Spark Client CLI

For how to use the Spark CLIs, visit the official website http://spark.apache.org/docs/3.1.1/quick-start.html.

Common CLIs

Common Spark CLIs are as follows:

spark-shell
This command offers an easy method to familiarize oneself with APIs, much like interactive data analysis tools. It supports two languages including Scala and Python.

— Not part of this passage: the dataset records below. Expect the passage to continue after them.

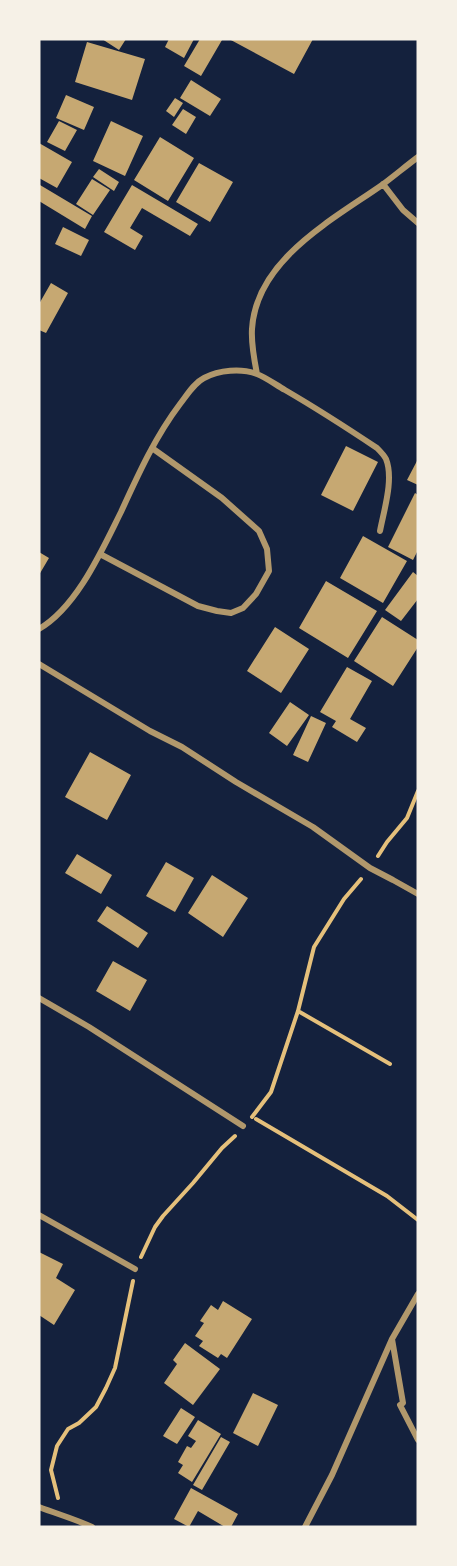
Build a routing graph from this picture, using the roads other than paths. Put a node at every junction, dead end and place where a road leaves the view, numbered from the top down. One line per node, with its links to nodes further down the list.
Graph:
1 (418, 157): 2 (street)
2 (383, 184): 3 (street); 4 (street)
3 (418, 223)
4 (257, 374): 5 (street); 6 (street)
5 (152, 448): 7 (street); 7 (street)
6 (380, 531)
7 (100, 554): 8 (street)
8 (39, 629)
9 (39, 664): 10 (street)
10 (418, 894)
11 (39, 998): 12 (street)
12 (243, 1126)
13 (39, 1215): 14 (street)
14 (135, 1269)
15 (418, 1294): 16 (street)
16 (392, 1339): 17 (street); 21 (street)
17 (415, 1425): 18 (street)
18 (418, 1440)
19 (39, 1508): 20 (street)
20 (92, 1527)
21 (305, 1527)

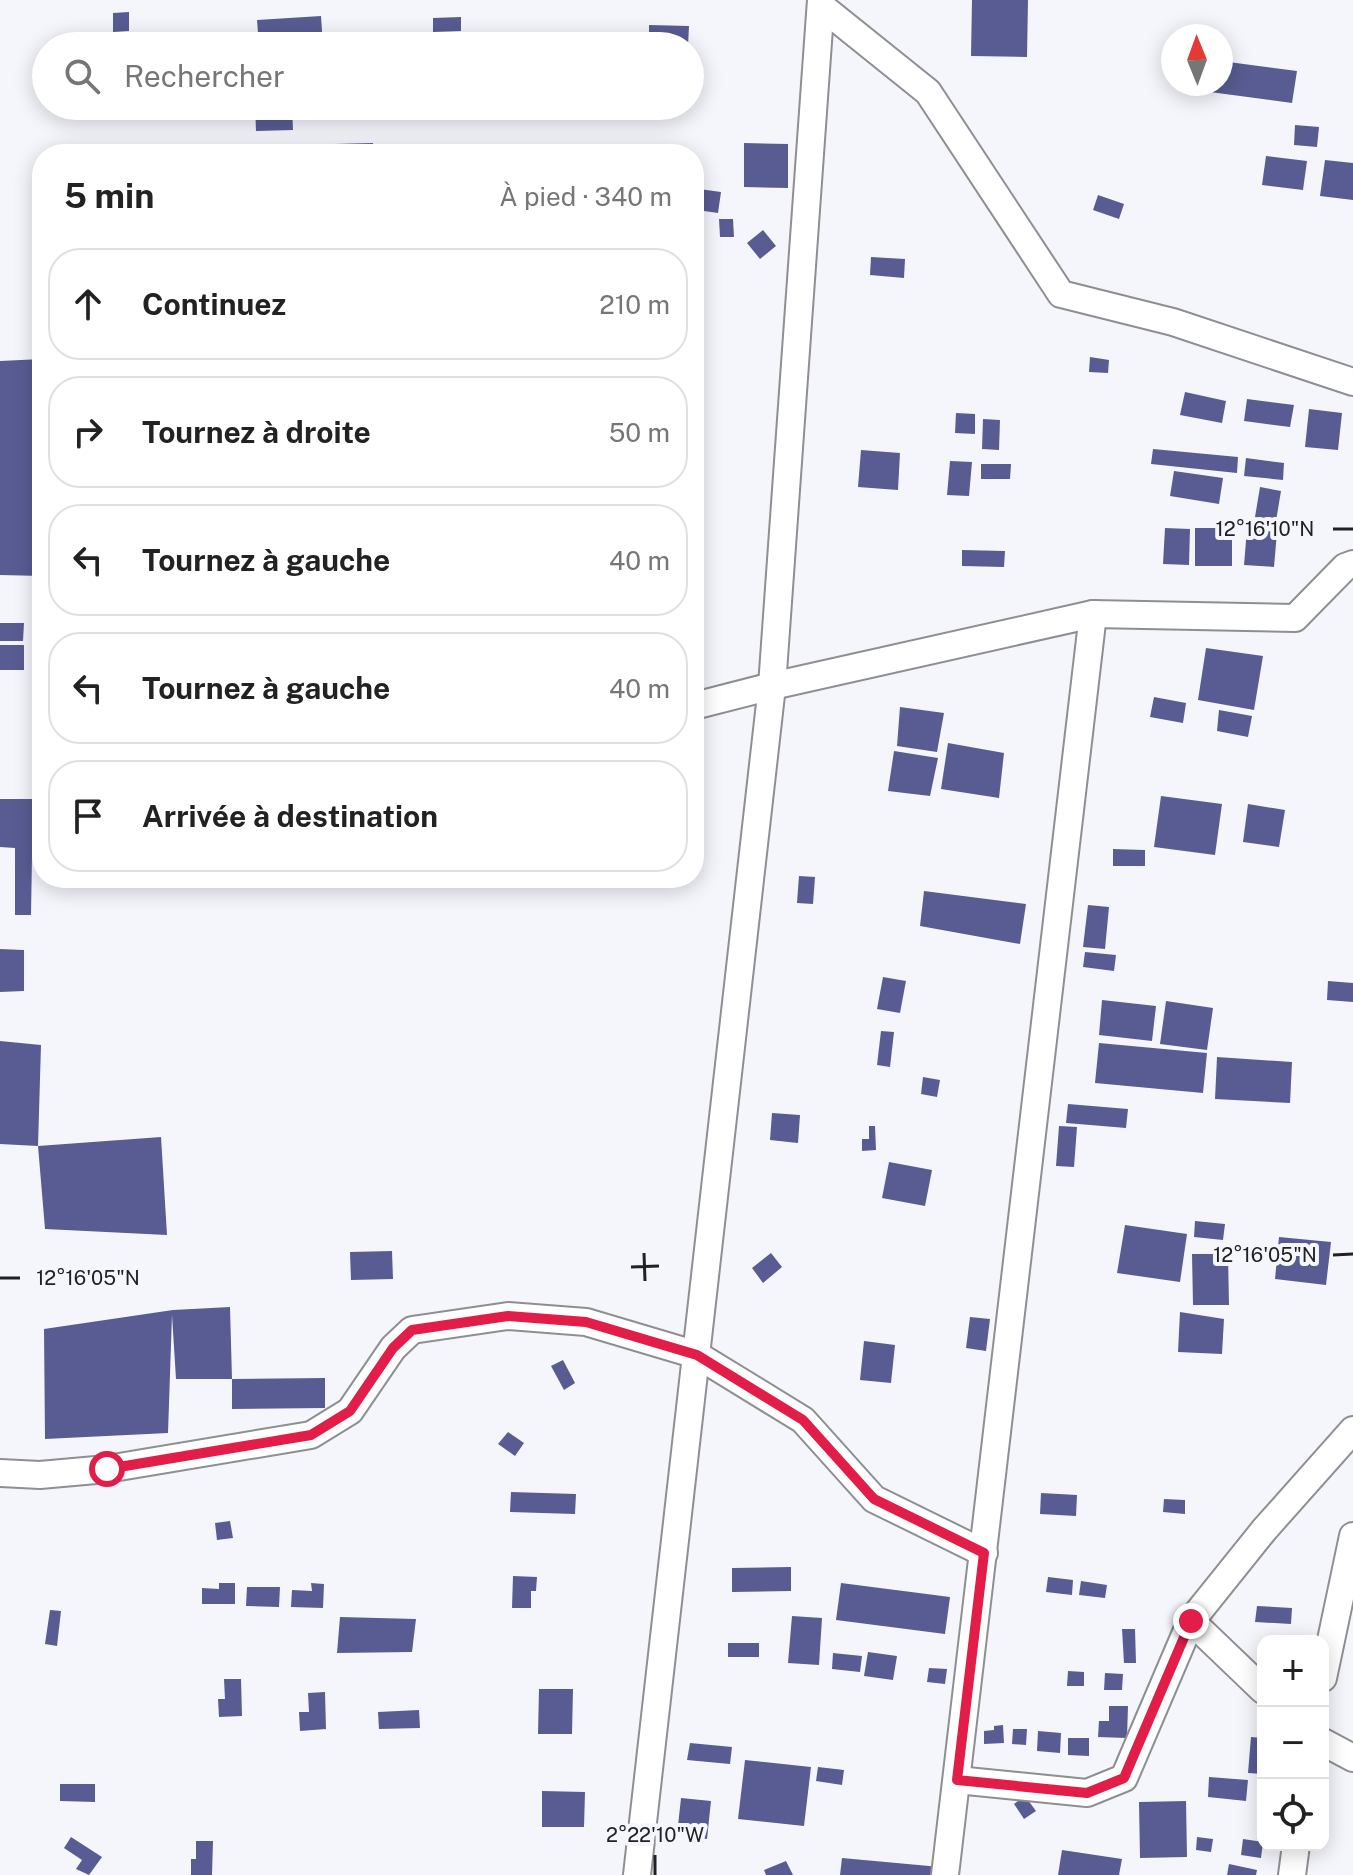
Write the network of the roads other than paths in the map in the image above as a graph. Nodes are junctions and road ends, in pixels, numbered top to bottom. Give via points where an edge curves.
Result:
1 (821, 3) edge
2 (1353, 382) edge
3 (1353, 564) edge
4 (1093, 614) junction
5 (772, 686) junction
6 (704, 703) edge
7 (697, 1355) junction
8 (1353, 1430) edge
9 (0, 1473) edge
10 (1353, 1536) edge
11 (984, 1553) junction
12 (1191, 1621) junction
13 (1329, 1650) edge
14 (1257, 1684) edge
15 (1329, 1745) edge
16 (1353, 1758) edge
17 (957, 1780) junction
18 (1295, 1851) edge
19 (637, 1875) edge
20 (945, 1875) edge
21 (1292, 1875) edge

1 - 2 street via 928,92 1061,294 1173,322
1 - 5 street
3 - 4 street via 1295,618
4 - 5 street
4 - 11 street
5 - 6 street
5 - 7 street
7 - 9 street via 586,1322 508,1316 412,1330 393,1348 350,1411 311,1435 107,1469
7 - 11 street via 803,1420 874,1499
7 - 19 street
8 - 12 street
10 - 13 street
11 - 17 street
12 - 14 street
12 - 17 street via 1124,1778 1087,1793
15 - 16 street
17 - 20 street
18 - 21 street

In the Spark directory, run the ./bin/spark-shell command to access the interactive interface of Scala, obtain data from HDFS, and then perform the RDD.

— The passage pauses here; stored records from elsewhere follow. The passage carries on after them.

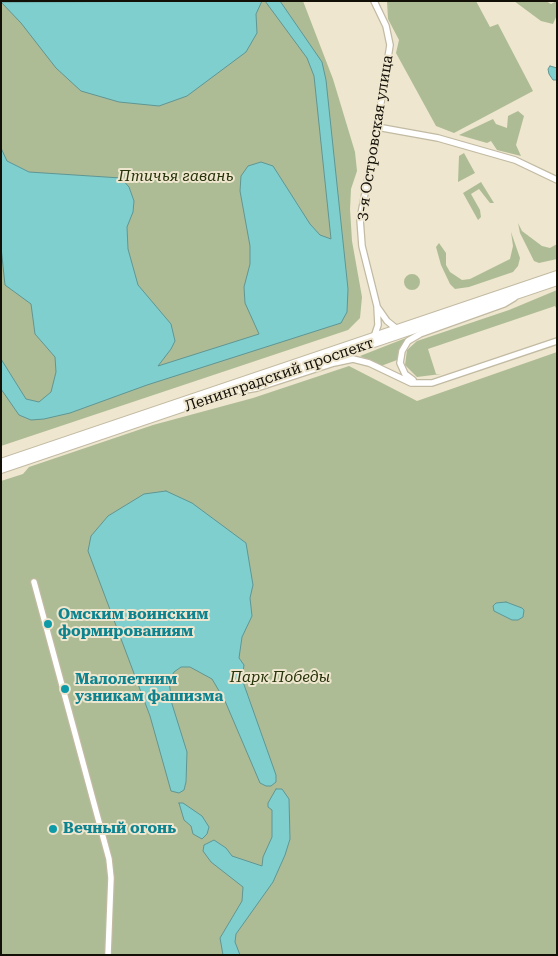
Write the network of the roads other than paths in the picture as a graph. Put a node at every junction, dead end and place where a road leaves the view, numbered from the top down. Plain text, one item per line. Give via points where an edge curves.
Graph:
1 (374, 1) edge
2 (377, 127) junction
3 (557, 180) edge
4 (557, 275) edge
5 (557, 281) edge
6 (524, 292) junction
7 (377, 306) junction
8 (397, 329) junction
9 (374, 337) junction
10 (557, 341) edge
11 (427, 384) junction
12 (229, 392) junction
13 (1, 463) edge
14 (1, 470) edge
15 (34, 582) dead end
16 (108, 955) edge

1 - 2 street, 3-я Островская улица via 386,26 390,45
2 - 3 street via 446,140 515,160
2 - 7 street, 3-я Островская улица via 360,219 362,246
4 - 8 main road, Ленинградский проспект
5 - 6 main road, Ленинградский проспект
6 - 11 street via 504,304 408,341 400,355 403,371 412,380
6 - 12 main road, Ленинградский проспект
7 - 8 street
7 - 9 street via 378,325
8 - 9 main road, Ленинградский проспект
9 - 13 main road, Ленинградский проспект
10 - 11 street
11 - 12 street via 411,383 369,363 354,360 334,363 257,388
12 - 14 main road, Ленинградский проспект
15 - 16 street via 109,859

Example: A line of code can be used to collect statistics on all words in a file.

scala> sc.textFile("hdfs://10.96.1.57:9000//wordcount_data.txt").flatMap(l => l.split(" ")).map(w => (w,1)).reduceByKey(_+_).collect()

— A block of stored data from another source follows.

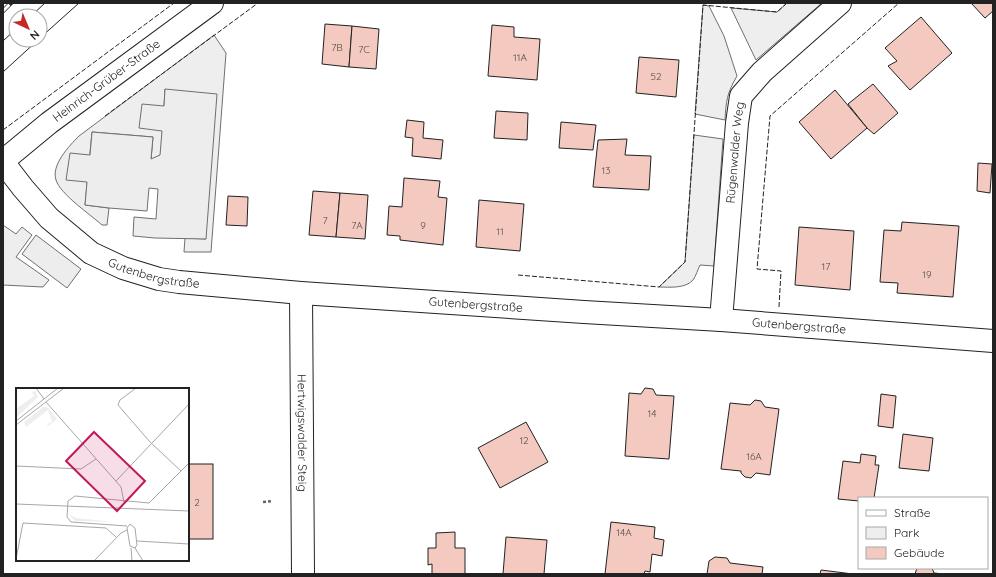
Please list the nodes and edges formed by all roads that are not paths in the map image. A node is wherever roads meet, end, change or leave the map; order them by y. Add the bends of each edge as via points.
1 (212, 3) edge
2 (840, 3) edge
3 (3, 161) edge
4 (301, 293) junction
5 (721, 320) junction
6 (993, 341) edge
7 (303, 574) edge

1 - 3 street, Heinrich-Grüber-Straße via 49,123
2 - 5 street, Rügenwalder Weg via 762,72 741,96
3 - 4 street, Gutenbergstraße via 49,218 91,253 123,268 179,282
4 - 5 street, Gutenbergstraße
4 - 7 street, Hertwigswalder Steig
5 - 6 street, Gutenbergstraße

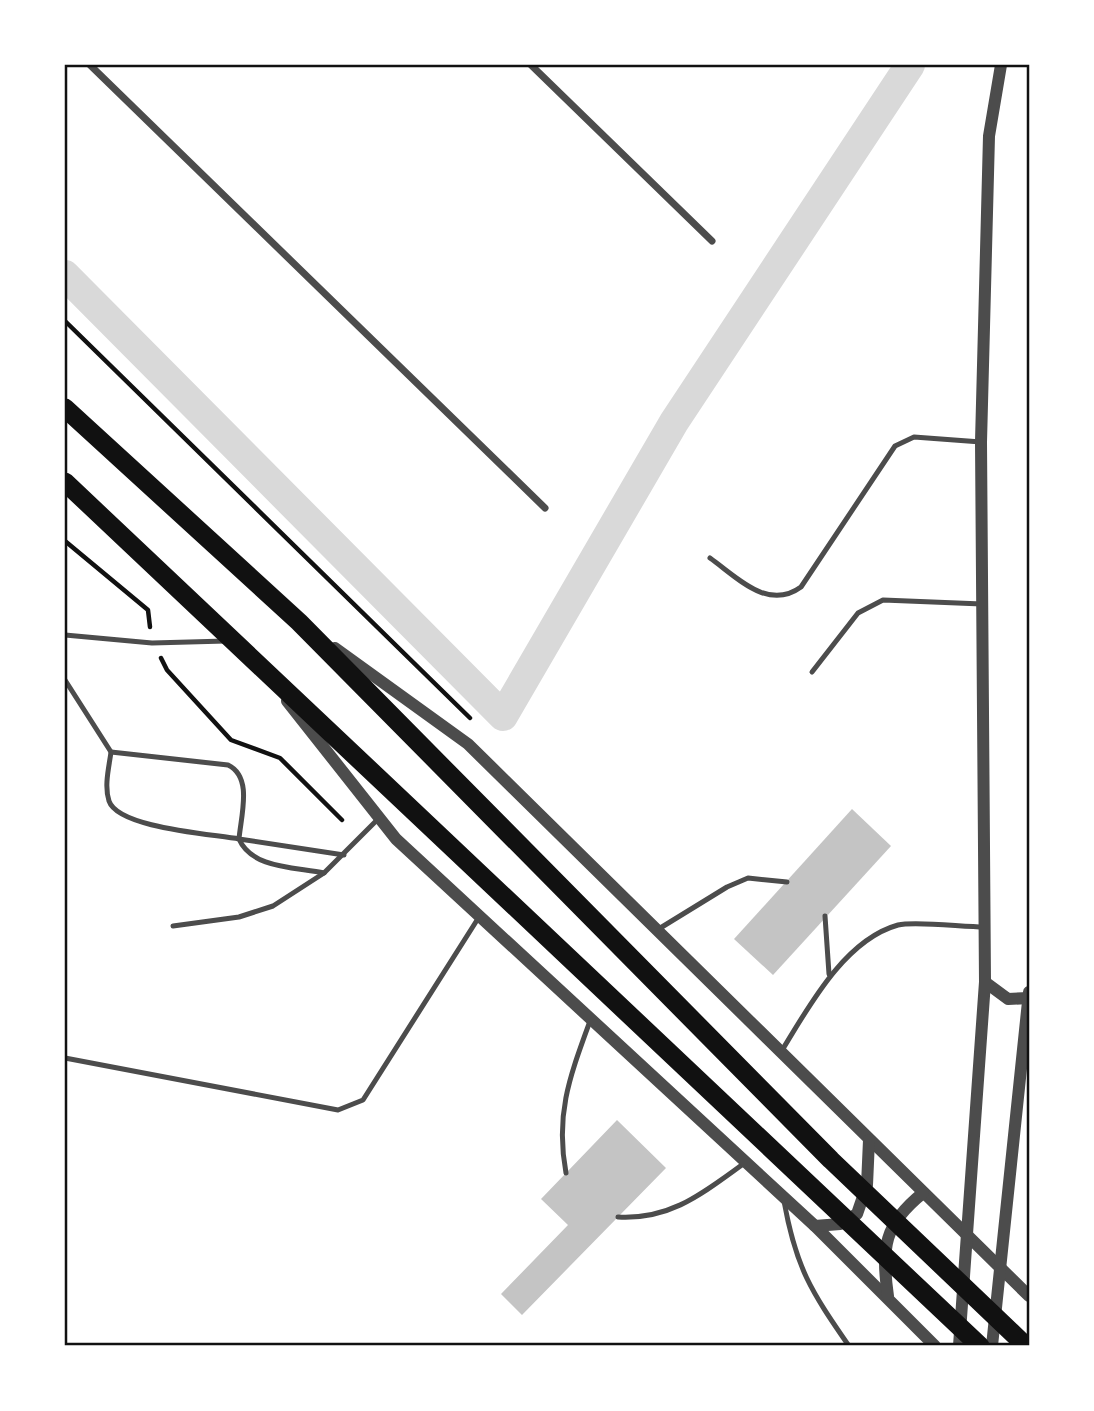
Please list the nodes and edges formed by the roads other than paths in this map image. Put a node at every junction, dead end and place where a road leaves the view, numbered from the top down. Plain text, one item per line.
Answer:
1 (90, 65) edge
2 (531, 65) edge
3 (1001, 65) edge
4 (712, 241) dead end
5 (65, 408) edge
6 (981, 442) junction
7 (67, 486) edge
8 (545, 508) dead end
9 (710, 558) dead end
10 (982, 604) junction
11 (299, 622) junction
12 (65, 635) edge
13 (233, 641) junction
14 (257, 663) junction
15 (812, 672) dead end
16 (65, 680) edge
17 (111, 752) junction
18 (379, 818) junction
19 (239, 839) junction
20 (344, 855) junction
21 (324, 873) junction
22 (786, 882) dead end
23 (825, 916) dead end
24 (479, 917) junction
25 (173, 926) dead end
26 (985, 927) junction
27 (656, 930) junction
28 (829, 974) junction
29 (985, 982) junction
30 (1029, 992) edge
31 (1029, 998) edge
32 (590, 1021) junction
33 (781, 1052) junction
34 (65, 1058) edge
35 (869, 1140) junction
36 (746, 1163) junction
37 (566, 1173) dead end
38 (923, 1193) junction
39 (783, 1197) junction
40 (618, 1217) dead end
41 (815, 1226) junction
42 (968, 1238) junction
43 (1001, 1268) junction
44 (888, 1296) junction
45 (1029, 1296) edge
46 (849, 1346) edge
47 (935, 1346) edge
48 (959, 1346) edge
49 (980, 1346) edge
50 (992, 1346) edge
51 (1026, 1346) edge

1 - 8 street
2 - 4 street
3 - 6 street
5 - 11 highway
6 - 9 lane
6 - 10 street
7 - 13 highway
10 - 15 lane
10 - 26 street
11 - 27 street
11 - 51 highway
12 - 13 lane
13 - 14 highway
14 - 18 street
14 - 49 highway
16 - 17 lane
17 - 19 lane
17 - 19 lane
18 - 20 lane
18 - 24 street
19 - 20 lane
19 - 21 lane
20 - 21 lane
21 - 25 lane
22 - 27 lane
23 - 28 lane
24 - 32 street
24 - 34 lane
26 - 28 lane
26 - 29 street
27 - 33 street
28 - 33 lane
29 - 31 street
29 - 42 street
30 - 31 street
31 - 43 street
32 - 36 street
32 - 37 lane
33 - 35 street
35 - 38 street
35 - 41 street
36 - 39 street
36 - 40 lane
38 - 42 street
38 - 44 street
39 - 41 street
39 - 46 lane
41 - 44 street
42 - 43 street
42 - 48 street
43 - 45 street
43 - 50 street
44 - 47 street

You can directly specify the Keytab and Principal in the command line to obtain authentication, and regularly update the keytab and authorized tokens to avoid the authentication expiry. The following command is used as an example.

spark-shell --principal spark2x/hadoop.<System domain name>@<System domain name> --keytab ${BIGDATA_HOME}/FusionInsight_Spark2x_8.1.0.1/install/FusionInsight-Spark2x-3.1.1/keytab/spark2x/SparkResource/spark2x.keytab --master yarn
spark-submit
This command is used to submit Spark applications to a Spark cluster for running and return the running result. The class, master, JAR file, and input parameters must be specified.

Example: Run GroupByTest in the JAR file, use four input parameters, and set the cluster running mode to local single-core.

./bin/spark-submit --class org.apache.spark.examples.GroupByTest --master local[1] examples/jars/spark-examples_2.12-3.1.1-hw-ei-311001-SNAPSHOT.jar 6 10 10 3

You can directly specify the Keytab and Principal in the command line to obtain authentication, and regularly update the keytab and authorized tokens to avoid the authentication expiry. The following command is used as an example.

spark-submit --class org.apache.spark.examples.GroupByTest --master yarn --principal spark2x/hadoop.<System domain name>@<System domain name> --keytab ${BIGDATA_HOME}/FusionInsight_Spark2x_8.1.0.1/install/FusionInsight-Spark2x-3.1.1/keytab/spark2x/SparkResource/spark2x.keytab examples/jars/spark-examples_2.12-3.1.1-hw-ei-311001-SNAPSHOT.jar 6 10 10 3
spark-sql
It is used to run the Hive metadata service and query command lines in the local or cluster mode. If its logical plan needs to be queried, add "explain extended" before the SQL statement.

The following is an example:

Select key from src group by key

You can directly specify the Keytab and Principal in the command line to obtain authentication, and regularly update the keytab and authorized tokens to avoid the authentication expiry. The following command is used as an example.

spark-sql --principal spark2x/hadoop.<System domain name>@<System domain name> --keytab ${BIGDATA_HOME}/FusionInsight_Spark2x_8.1.0.1/install/FusionInsight-Spark2x-3.1.1/keytab/spark2x/SparkResource/spark2x.keytab --master yarn
run-example
This command is used to run or debug the built-in examples in the Spark open source community.

Example: Run SparkPi.

./run-example SparkPi 100